(Saved entries)
=======

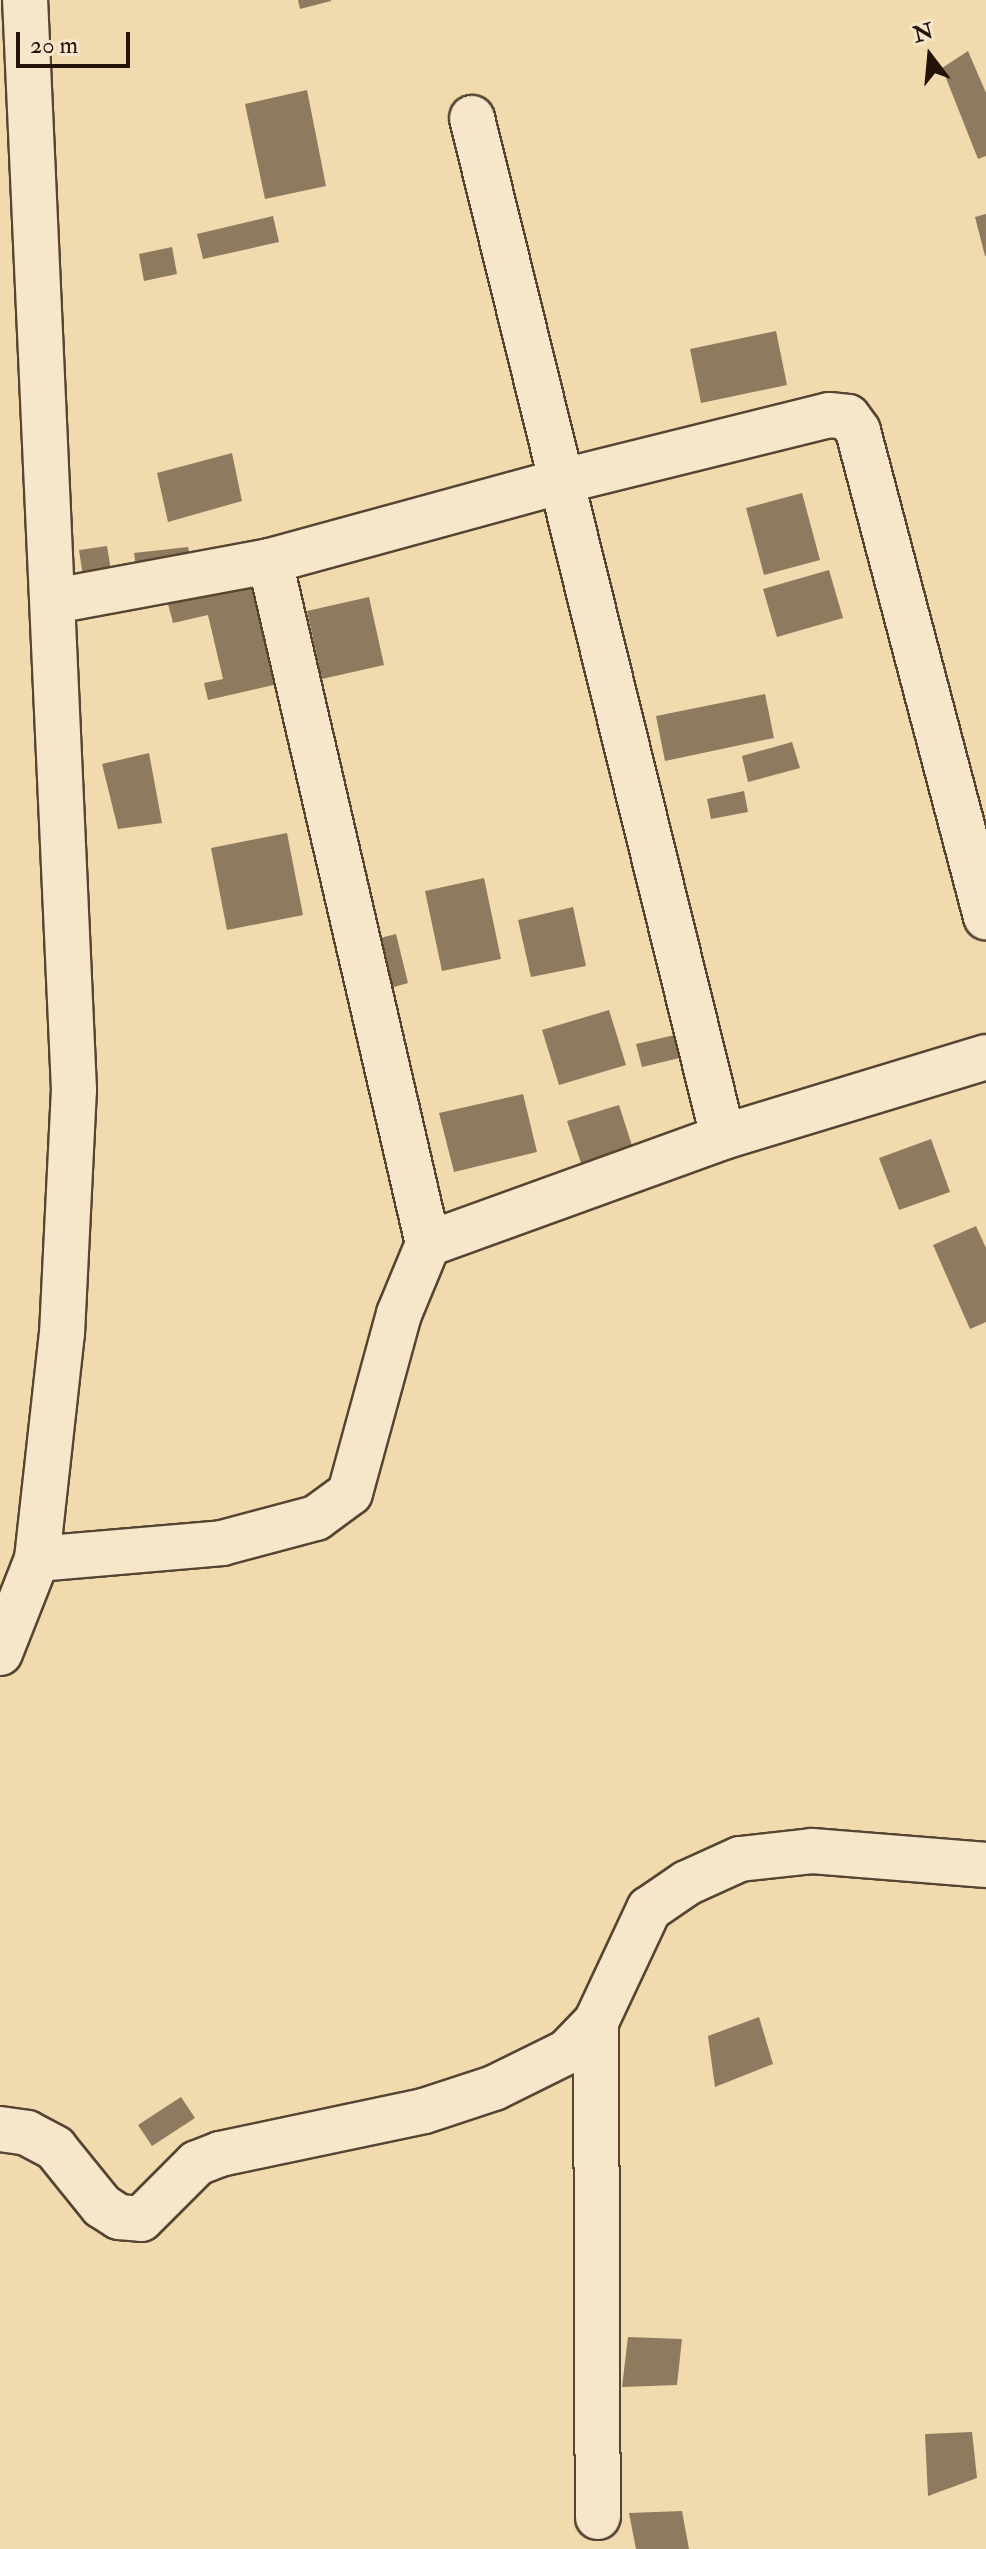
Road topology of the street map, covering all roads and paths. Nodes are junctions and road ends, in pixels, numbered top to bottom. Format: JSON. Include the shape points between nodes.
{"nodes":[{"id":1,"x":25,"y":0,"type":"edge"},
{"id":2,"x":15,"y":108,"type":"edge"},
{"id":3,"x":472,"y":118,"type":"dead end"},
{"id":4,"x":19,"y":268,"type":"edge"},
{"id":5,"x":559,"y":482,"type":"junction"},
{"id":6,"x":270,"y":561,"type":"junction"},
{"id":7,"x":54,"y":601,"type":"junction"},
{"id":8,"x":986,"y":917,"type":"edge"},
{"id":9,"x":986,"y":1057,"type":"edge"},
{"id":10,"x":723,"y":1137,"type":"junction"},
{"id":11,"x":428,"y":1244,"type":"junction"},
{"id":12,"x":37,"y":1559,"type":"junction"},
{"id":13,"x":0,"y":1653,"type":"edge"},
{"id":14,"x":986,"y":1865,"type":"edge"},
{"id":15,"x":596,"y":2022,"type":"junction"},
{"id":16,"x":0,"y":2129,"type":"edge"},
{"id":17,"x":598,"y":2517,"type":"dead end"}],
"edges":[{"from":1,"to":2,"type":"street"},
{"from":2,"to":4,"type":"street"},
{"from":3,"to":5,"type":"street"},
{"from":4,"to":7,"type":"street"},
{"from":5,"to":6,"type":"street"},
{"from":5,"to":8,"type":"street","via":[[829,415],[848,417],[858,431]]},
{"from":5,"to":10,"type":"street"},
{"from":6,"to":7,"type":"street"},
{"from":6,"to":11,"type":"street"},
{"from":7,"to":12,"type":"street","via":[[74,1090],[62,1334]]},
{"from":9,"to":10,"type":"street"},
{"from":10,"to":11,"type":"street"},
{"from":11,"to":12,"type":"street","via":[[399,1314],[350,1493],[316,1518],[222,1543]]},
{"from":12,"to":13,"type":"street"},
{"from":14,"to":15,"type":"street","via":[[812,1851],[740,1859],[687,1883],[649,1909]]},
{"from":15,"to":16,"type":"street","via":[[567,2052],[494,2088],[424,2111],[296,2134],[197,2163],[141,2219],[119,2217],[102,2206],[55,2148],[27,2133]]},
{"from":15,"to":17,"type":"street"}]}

=======

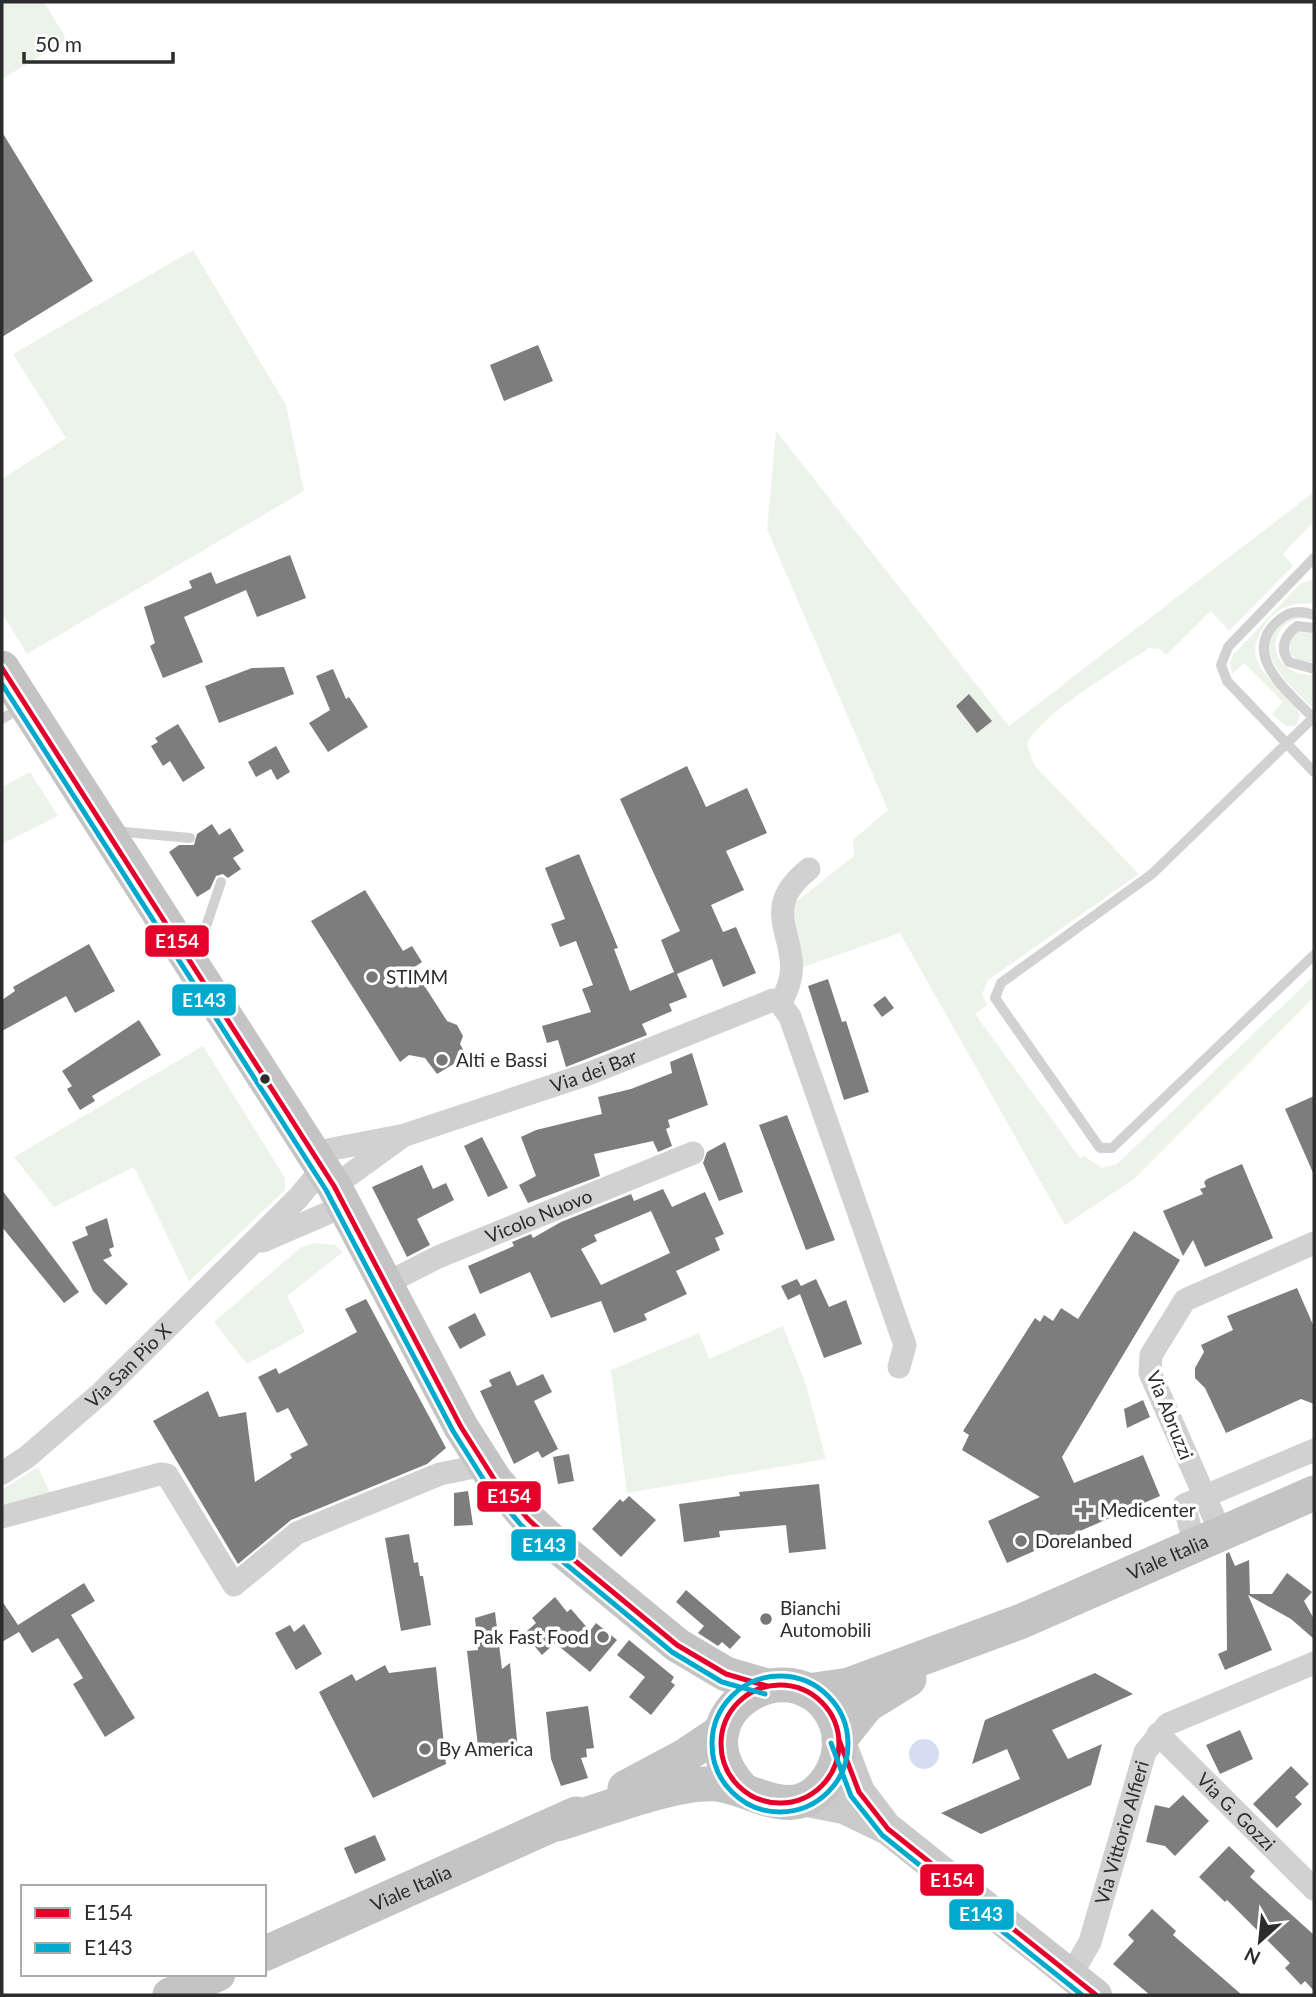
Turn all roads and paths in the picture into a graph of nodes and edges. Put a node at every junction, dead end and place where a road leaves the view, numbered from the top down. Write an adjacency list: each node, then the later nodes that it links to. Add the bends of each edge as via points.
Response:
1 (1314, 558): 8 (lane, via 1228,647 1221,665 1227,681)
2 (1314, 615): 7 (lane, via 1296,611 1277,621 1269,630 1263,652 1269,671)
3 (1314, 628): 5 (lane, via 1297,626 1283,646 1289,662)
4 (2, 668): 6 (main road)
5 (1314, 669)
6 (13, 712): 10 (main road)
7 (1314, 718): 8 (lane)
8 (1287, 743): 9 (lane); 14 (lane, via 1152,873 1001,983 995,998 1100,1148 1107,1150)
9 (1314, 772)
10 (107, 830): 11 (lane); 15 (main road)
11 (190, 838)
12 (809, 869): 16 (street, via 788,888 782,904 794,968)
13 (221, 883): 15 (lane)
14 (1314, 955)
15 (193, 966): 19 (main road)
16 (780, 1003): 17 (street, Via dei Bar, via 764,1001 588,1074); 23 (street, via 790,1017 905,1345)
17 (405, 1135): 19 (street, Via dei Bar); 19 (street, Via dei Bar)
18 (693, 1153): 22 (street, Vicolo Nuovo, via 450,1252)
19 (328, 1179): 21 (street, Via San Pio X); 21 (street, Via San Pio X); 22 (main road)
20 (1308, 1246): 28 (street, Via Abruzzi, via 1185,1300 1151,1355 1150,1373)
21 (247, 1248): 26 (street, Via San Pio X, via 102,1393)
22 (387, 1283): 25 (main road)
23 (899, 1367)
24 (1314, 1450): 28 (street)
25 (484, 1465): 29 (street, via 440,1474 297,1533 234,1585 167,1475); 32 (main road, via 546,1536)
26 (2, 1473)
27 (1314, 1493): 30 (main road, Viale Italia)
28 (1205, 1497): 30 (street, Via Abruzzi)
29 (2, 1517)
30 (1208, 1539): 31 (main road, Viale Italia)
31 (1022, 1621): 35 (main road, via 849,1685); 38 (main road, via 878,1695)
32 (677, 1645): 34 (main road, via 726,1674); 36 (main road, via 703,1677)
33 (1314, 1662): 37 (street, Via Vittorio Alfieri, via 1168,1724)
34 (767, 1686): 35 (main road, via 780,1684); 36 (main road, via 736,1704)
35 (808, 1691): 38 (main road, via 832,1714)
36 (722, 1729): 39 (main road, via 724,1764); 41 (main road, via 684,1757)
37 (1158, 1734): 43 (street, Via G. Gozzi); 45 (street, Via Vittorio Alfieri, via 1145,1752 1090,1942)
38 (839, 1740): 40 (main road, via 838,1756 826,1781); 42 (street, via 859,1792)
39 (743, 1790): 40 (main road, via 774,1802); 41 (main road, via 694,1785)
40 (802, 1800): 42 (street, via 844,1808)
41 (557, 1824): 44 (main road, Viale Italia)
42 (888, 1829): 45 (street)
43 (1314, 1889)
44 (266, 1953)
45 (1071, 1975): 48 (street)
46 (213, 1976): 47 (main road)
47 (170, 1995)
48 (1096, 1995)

=======

Find the string "Italia" in the entries above. Copy each line where it occurs.

27 (1314, 1493): 30 (main road, Viale Italia)
30 (1208, 1539): 31 (main road, Viale Italia)
41 (557, 1824): 44 (main road, Viale Italia)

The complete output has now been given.